▸ **Work task**
Say how many lines of the material below contain the word "dead", with no other words.

▸ **Dataset entries**
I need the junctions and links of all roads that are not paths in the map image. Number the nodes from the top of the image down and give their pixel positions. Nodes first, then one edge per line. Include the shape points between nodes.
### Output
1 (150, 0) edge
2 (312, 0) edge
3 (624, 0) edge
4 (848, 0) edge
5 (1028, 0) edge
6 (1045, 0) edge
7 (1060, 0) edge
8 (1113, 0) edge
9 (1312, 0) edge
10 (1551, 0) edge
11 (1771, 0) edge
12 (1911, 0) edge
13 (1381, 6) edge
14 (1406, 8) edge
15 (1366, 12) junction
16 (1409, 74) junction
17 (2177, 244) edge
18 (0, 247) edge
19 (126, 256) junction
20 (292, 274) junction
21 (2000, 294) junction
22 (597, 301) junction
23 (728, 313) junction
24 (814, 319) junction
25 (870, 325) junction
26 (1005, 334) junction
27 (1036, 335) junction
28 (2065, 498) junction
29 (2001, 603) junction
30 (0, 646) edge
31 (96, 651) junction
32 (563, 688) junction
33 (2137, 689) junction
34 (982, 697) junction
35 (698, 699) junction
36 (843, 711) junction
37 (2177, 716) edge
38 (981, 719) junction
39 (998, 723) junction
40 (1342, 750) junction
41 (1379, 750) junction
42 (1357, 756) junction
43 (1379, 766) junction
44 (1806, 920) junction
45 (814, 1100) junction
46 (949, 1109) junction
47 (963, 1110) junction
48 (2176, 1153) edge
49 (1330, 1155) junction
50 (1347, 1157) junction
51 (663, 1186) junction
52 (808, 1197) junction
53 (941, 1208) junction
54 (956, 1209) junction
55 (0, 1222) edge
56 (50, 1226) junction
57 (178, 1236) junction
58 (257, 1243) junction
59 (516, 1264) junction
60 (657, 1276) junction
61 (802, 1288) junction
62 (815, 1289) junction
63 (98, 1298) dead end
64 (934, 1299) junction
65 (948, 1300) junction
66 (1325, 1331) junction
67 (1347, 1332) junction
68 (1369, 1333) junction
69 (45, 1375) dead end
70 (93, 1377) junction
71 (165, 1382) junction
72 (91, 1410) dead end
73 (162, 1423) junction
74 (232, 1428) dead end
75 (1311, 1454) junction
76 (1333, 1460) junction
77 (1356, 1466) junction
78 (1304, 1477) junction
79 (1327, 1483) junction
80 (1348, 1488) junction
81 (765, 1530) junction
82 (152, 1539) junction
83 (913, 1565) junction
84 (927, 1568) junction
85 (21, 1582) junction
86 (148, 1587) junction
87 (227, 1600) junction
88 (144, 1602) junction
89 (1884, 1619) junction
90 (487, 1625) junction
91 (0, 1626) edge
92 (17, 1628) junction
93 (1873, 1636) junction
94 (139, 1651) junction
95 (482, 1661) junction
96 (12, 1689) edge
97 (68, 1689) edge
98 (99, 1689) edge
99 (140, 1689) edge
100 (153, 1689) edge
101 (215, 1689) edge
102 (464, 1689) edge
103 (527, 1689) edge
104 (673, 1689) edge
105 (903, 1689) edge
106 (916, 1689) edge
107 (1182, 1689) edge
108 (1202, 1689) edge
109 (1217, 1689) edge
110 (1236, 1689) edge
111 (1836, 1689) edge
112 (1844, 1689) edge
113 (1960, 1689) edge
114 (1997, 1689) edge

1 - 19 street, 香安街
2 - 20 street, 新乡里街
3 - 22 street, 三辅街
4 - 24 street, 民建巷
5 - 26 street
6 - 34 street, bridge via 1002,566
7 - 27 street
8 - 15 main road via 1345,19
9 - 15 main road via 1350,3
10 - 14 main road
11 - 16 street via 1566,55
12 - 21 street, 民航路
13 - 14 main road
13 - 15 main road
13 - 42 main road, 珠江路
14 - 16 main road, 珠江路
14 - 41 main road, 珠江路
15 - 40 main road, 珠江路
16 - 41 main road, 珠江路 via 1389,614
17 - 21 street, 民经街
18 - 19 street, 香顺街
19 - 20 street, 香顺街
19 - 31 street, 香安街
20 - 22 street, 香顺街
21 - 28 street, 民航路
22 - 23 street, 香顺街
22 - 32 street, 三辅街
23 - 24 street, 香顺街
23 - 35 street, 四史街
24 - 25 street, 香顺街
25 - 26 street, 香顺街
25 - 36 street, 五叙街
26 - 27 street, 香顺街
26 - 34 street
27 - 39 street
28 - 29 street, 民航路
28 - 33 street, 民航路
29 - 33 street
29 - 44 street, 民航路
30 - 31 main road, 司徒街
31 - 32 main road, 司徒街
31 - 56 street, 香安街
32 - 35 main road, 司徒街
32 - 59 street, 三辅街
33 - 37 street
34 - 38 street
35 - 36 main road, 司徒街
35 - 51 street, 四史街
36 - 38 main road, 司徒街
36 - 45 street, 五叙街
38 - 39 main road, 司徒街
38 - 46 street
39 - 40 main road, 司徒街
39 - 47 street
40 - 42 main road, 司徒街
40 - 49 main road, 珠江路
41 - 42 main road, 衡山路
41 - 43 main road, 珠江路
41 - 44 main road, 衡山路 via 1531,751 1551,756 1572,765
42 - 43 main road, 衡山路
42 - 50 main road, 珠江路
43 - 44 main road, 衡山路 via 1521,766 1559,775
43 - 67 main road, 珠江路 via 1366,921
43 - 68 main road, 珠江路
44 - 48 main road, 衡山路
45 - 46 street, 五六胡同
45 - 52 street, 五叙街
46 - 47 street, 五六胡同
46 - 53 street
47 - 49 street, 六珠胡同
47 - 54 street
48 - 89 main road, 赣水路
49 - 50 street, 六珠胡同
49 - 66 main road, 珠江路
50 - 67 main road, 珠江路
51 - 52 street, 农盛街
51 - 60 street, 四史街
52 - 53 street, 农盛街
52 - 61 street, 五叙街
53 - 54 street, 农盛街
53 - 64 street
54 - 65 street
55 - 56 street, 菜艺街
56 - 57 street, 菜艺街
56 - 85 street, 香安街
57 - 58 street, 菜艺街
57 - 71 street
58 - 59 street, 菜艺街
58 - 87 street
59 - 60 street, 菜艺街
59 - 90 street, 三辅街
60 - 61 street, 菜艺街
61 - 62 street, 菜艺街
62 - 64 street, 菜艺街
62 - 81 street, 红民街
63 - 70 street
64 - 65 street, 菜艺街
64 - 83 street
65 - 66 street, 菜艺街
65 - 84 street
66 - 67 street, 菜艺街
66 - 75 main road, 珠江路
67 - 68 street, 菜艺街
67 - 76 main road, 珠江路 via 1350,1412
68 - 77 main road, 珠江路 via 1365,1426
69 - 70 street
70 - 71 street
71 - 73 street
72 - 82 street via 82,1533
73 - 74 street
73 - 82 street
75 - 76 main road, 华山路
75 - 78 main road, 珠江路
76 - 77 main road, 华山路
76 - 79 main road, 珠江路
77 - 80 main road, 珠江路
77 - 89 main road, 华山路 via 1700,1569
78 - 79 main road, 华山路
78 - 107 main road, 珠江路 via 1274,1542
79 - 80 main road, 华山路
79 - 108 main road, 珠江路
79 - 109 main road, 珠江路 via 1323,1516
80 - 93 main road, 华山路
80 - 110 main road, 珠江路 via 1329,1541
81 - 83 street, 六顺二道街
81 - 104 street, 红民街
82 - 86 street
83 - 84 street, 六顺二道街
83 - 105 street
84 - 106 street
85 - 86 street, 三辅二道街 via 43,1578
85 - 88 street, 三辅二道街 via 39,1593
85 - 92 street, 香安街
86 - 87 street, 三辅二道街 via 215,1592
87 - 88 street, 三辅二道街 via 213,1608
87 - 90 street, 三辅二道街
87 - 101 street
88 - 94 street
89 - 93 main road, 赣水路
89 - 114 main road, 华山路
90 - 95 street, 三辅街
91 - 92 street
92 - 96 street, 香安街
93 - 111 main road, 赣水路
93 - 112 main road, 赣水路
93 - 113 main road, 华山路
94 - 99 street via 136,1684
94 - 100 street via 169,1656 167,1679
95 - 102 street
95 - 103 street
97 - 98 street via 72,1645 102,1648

▸ **Answer to the exercise**
4